Guli Francis Dehqani est née en 1966 à Ispahan, en Iran, où son père était évêque de l’Église anglicane. Alors qu’elle a 14 ans, un an après la révolution islamique de 1979, sa famille doit fuir l’Iran, peu après avoir réchappé de près à une tentative d’assassinat dirigée contre ses parents. Sa mère gardera toute sa vie des séquelles de cet attentat, et son frère Bahram, âgé de 24 ans, sera tué l’année suivante. Après avoir quitté l’Iran, la famille s’installe dans le Hampshire en Angleterre, où son père conserve ses fonctions d’évêque d’Iran jusqu’à sa retraite en 1990, sans jamais pouvoir remettre les pieds dans le pays. Au cours de l’hiver 2020-2021, Guli Francis Dehaqni a été particulièrement attentive au sort des défavorisés et des réfugiés dans son nouveau diocèse, veillant à ce que des soupes populaires, des vestiaires, des distributions alimentaires soient effectués et même démultipliés pour faire face à la casse sociale causée par le confinement. Celle qui, à ce jour, n’a jamais pu remettre les pieds dans son pays natal a plusieurs fois souligné qu’avoir vécu comme réfugiée la rendait sensible à leur condition et aux défis de leur accueil.

Attentive aux marges de l’Église

Elle a étudié la musique à l’Université avant de se tourner vers la théologie, où elle obtiendra un doctorat avec une thèse consacrée au rôle des femmes dans la Church Mission Society en Iran et à leur féminisme. Après avoir été ordonnée prêtre de l’Église d’Angleterre en 1999, elle a occupé divers postes jusqu’à celui d’aumônier de l’Académie royale de musique, en 2004. Alors en congé pour élever ses trois enfants, elle a travaillé avec l’aumônerie interreligieuse de l’Université de Northampton : « J’ai aidé l’équipe de l’aumônerie à mettre en place une approche plus efficace du travail interreligieux. » En 2012, elle rejoint le conseil épiscopal pour les ministères féminins du diocèse de Peterborough puis, devenue évêque elle-même à Loughborough, elle a particulièrement travaillé pour l’assistance et le soutien aux ministres et employés BAME de son diocèse.

L’évêque du logement

Cette attention continue à celles et ceux qui, en raison de leur genre, de leur origine, de leur religion, de leur pauvreté, sont exclues et marginalisées lui a valu, six mois après sa nomination en tant qu’évêque de Chelmsford, d’être nommée pour une mission des plus délicates pour l’Église d’Angleterre. Parmi les critiques récurrentes des dernières années à l’encontre de cette dernière, il y a celle concernant sa politique immobilière. L’Église d’Angleterre fait en effet partie des plus grands propriétaires terriens et immobiliers du pays et a eu tendance à spéculer sur ces propriétés alors que le pays fait face à l’une de ses plus grandes crises du logement. Guli Francis Dehqani a donc été nommée « évêque du logement » pour faire construire des habitations à loyer accessible et trouver des solutions de long terme pour l’Église d’Angleterre dans sa gestion patrimoniale.
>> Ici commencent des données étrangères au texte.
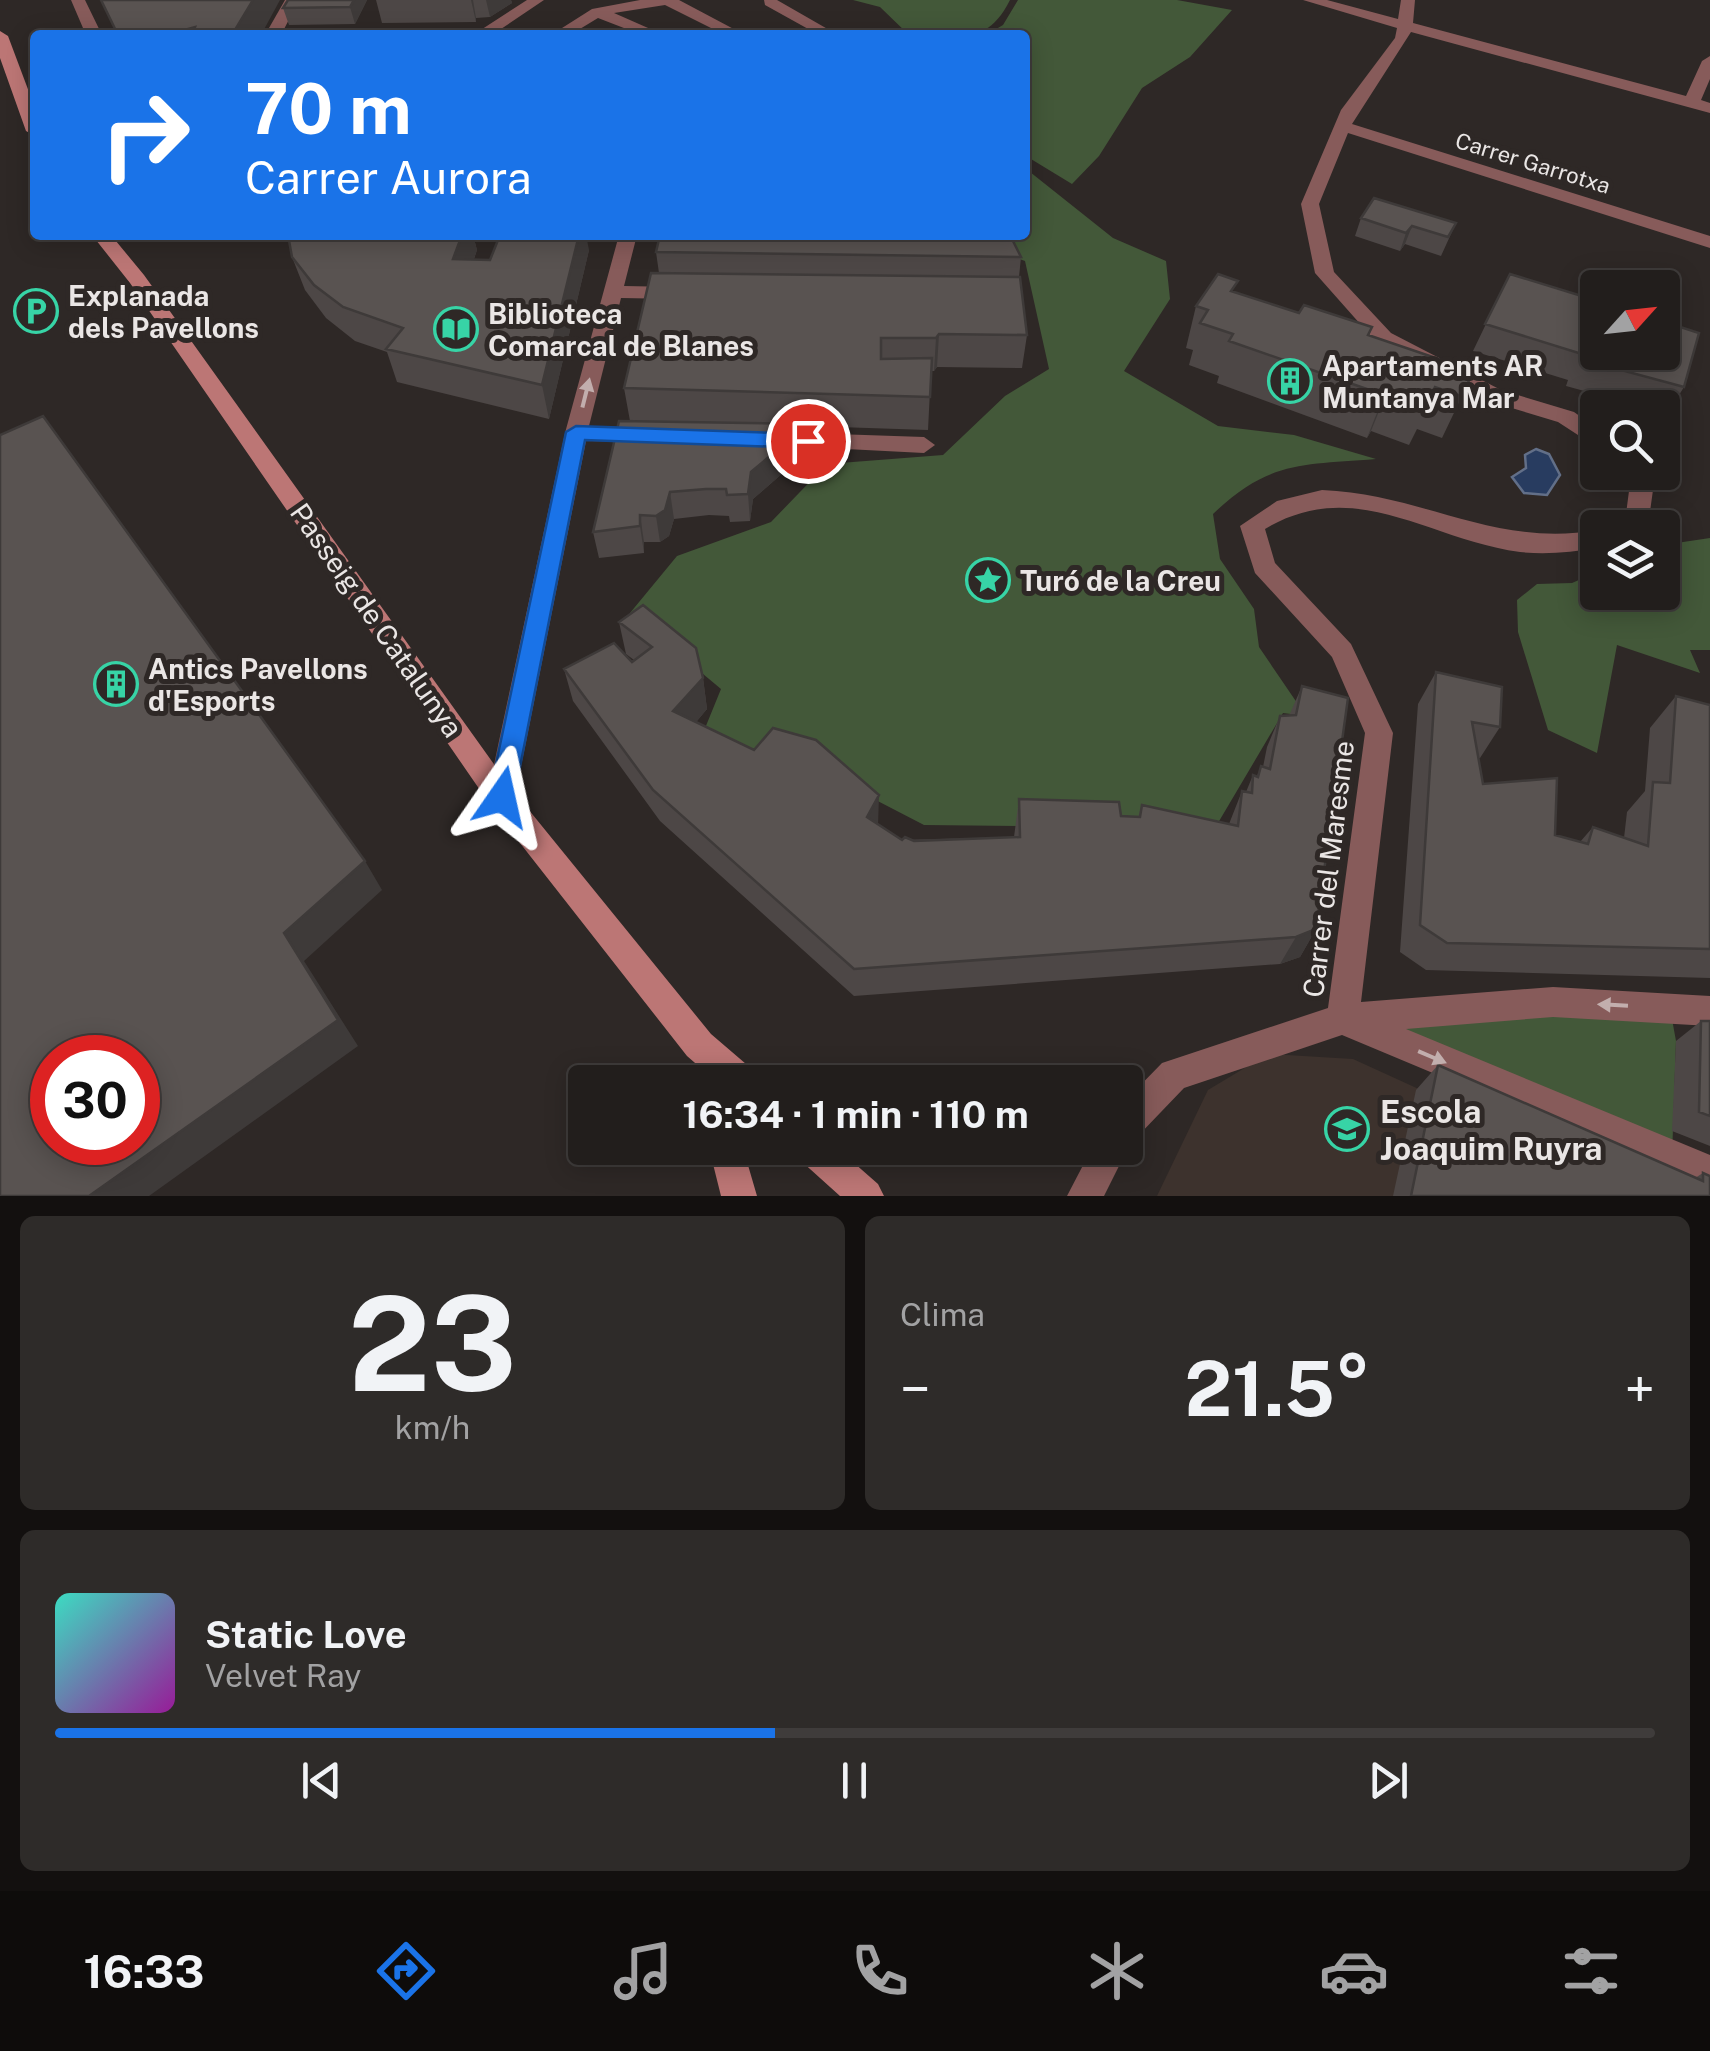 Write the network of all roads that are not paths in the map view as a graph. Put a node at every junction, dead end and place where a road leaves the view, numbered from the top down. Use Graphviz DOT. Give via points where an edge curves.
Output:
graph roads {
  1 [pos="78,0"];
  2 [pos="292,0"];
  3 [pos="666,0"];
  4 [pos="1310,0"];
  5 [pos="1408,0"];
  6 [pos="530,1"];
  7 [pos="770,2"];
  8 [pos="596,12"];
  9 [pos="1407,25"];
  10 [pos="92,30"];
  11 [pos="276,30"];
  12 [pos="488,30"];
  13 [pos="567,30"];
  14 [pos="643,30"];
  15 [pos="727,30"];
  16 [pos="821,30"];
  17 [pos="0,36"];
  18 [pos="1710,61"];
  19 [pos="1691,103"];
  20 [pos="1710,108"];
  21 [pos="30,117"];
  22 [pos="1342,126"];
  23 [pos="105,240"];
  24 [pos="627,240"];
  25 [pos="1710,242"];
  26 [pos="612,292"];
  27 [pos="708,294"];
  28 [pos="1580,428"];
  29 [pos="576,432"];
  30 [pos="673,436"];
  31 [pos="750,439"];
  32 [pos="924,445"];
  33 [pos="1580,545"];
  34 [pos="502,797"];
  35 [pos="1710,1011"];
  36 [pos="1342,1019"];
  37 [pos="699,1045"];
  38 [pos="704,1065"];
  39 [pos="722,1065"];
  40 [pos="1143,1107"];
  41 [pos="731,1165"];
  42 [pos="831,1165"];
  43 [pos="1101,1165"];
  44 [pos="1710,1172"];
  45 [pos="739,1196"];
  46 [pos="866,1196"];
  47 [pos="1084,1196"];
  1 -- 10 [label="street"];
  2 -- 11 [label="street"];
  3 -- 8 [label="street"];
  3 -- 15 [label="street"];
  4 -- 9 [label="street"];
  5 -- 9 [label="street"];
  6 -- 12 [label="street"];
  7 -- 16 [label="street"];
  8 -- 13 [label="street"];
  8 -- 14 [label="street"];
  9 -- 19 [label="street"];
  9 -- 22 [label="street"];
  17 -- 21 [label="street"];
  18 -- 19 [label="street"];
  19 -- 20 [label="street"];
  22 -- 25 [label="street, Carrer Garrotxa"];
  22 -- 28 [label="street" via="1310,204 1325,273 1384,338 1493,395"];
  23 -- 34 [label="street, Passeig de Catalunya"];
  24 -- 26 [label="street"];
  26 -- 27 [label="street"];
  29 -- 26 [label="street, one-way"];
  29 -- 30 [label="street"];
  29 -- 34 [label="street"];
  31 -- 32 [label="street"];
  33 -- 36 [label="street, Carrer del Maresme" via="1509,545 1429,517 1332,498 1287,506 1252,526 1264,568 1342,651 1379,733"];
  34 -- 37 [label="street, Passeig de Catalunya"];
  35 -- 36 [label="street, one-way" via="1553,1002"];
  36 -- 40 [label="street" via="1174,1075"];
  36 -- 44 [label="street, one-way"];
  37 -- 38 [label="street, Passeig de Catalunya"];
  37 -- 39 [label="street, Passeig de Catalunya"];
  41 -- 45 [label="street"];
  42 -- 46 [label="street"];
  43 -- 47 [label="street"];
} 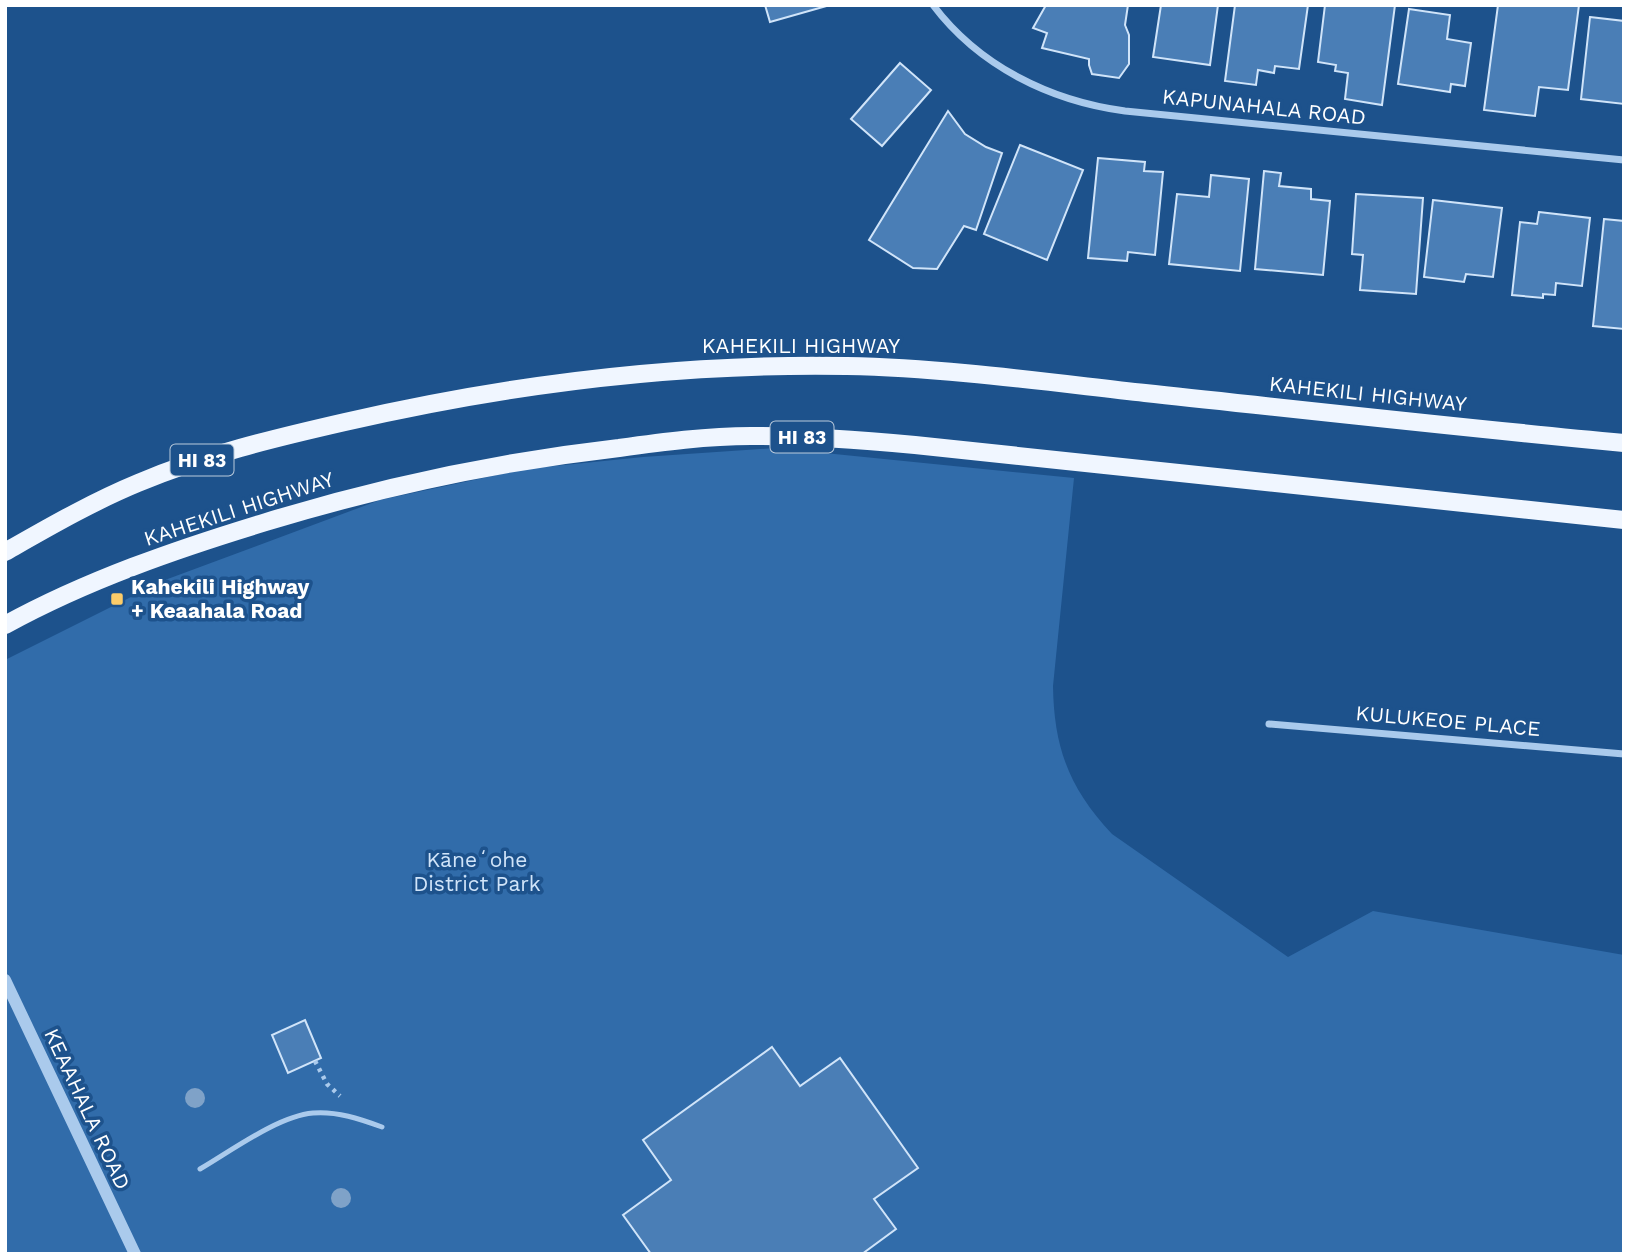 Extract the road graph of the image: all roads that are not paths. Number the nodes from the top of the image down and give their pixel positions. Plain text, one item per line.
1 (933, 5) edge
2 (1624, 160) edge
3 (1624, 443) edge
4 (1624, 520) edge
5 (5, 552) edge
6 (5, 625) edge
7 (1269, 724) dead end
8 (1624, 754) edge
9 (5, 981) edge
10 (382, 1127) dead end
11 (200, 1168) dead end
12 (135, 1254) edge

1 - 2 street, KAPUNAHALA ROAD
3 - 5 main road, KAHEKILI HIGHWAY / HI 83
4 - 6 main road, KAHEKILI HIGHWAY / HI 83
7 - 8 street, KULUKEOE PLACE
9 - 12 street, KEAAHALA ROAD
10 - 11 lane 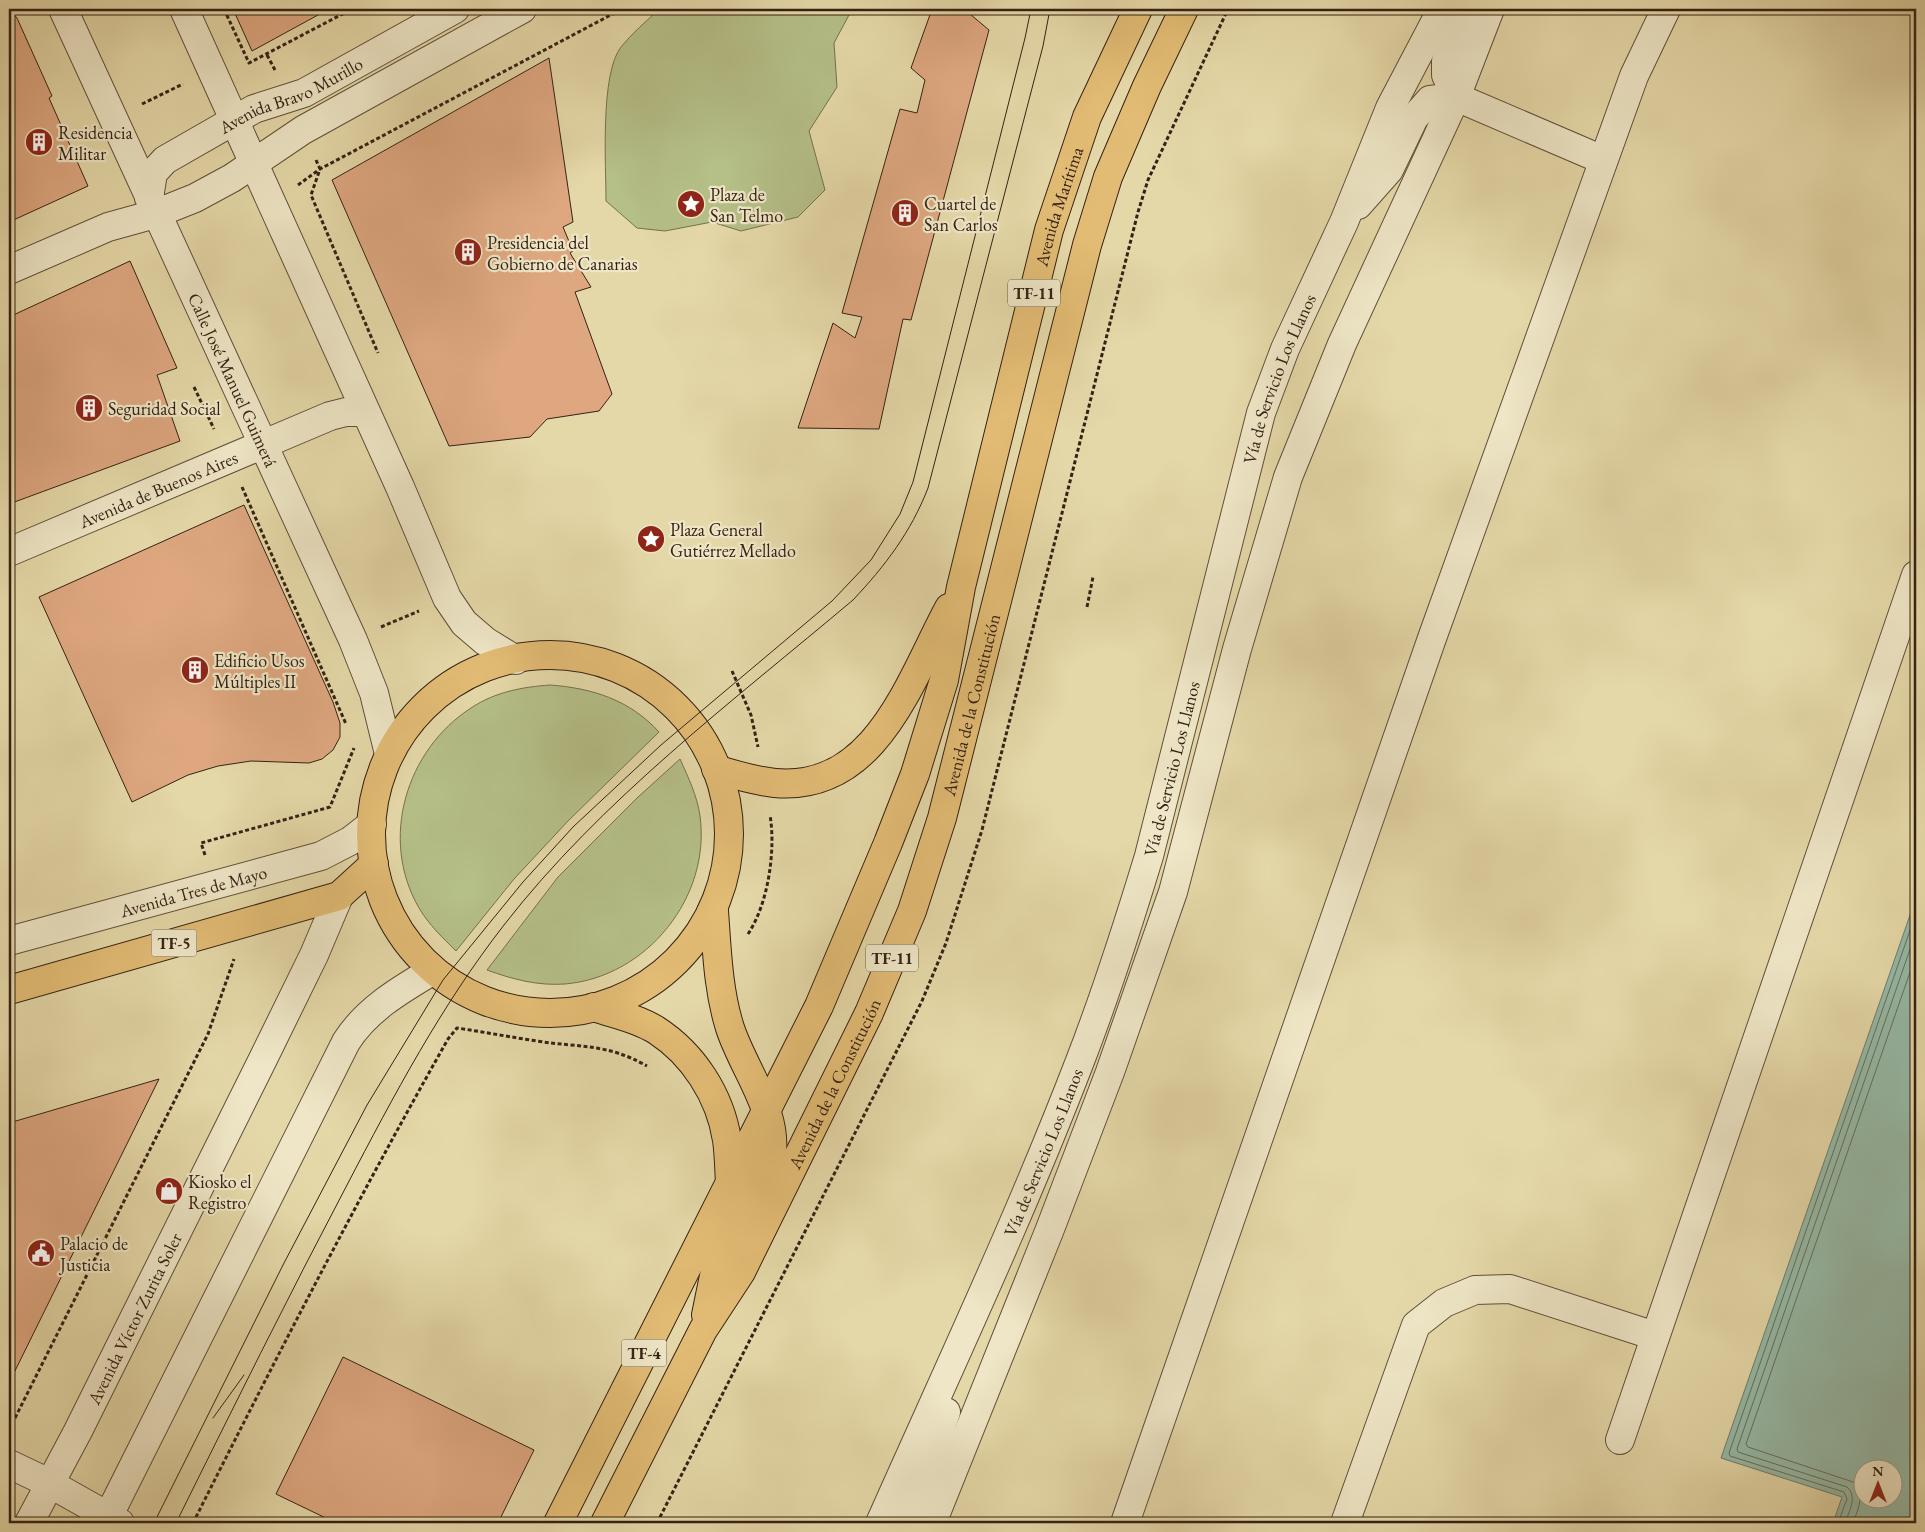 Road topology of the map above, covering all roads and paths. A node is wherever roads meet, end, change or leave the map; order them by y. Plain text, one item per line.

Ses engagements en faveur des défavorisés et des marginalisés, ses positions auprès des femmes dans la société et dans l’Église d’Angleterre, ses origines dans l’un des pays de l’ex-Empire britannique, ses convictions internationales et œcuméniques font de l’évêque Francis Dehqani une femme avec une identité forte, mais très certainement à l’image des mutations récentes de l’Église d’Angleterre. Pour l’instant, elle représente souvent la première ou l’exception, mais les changements sont en route, face aux nombreux défis de l’Église et de la société.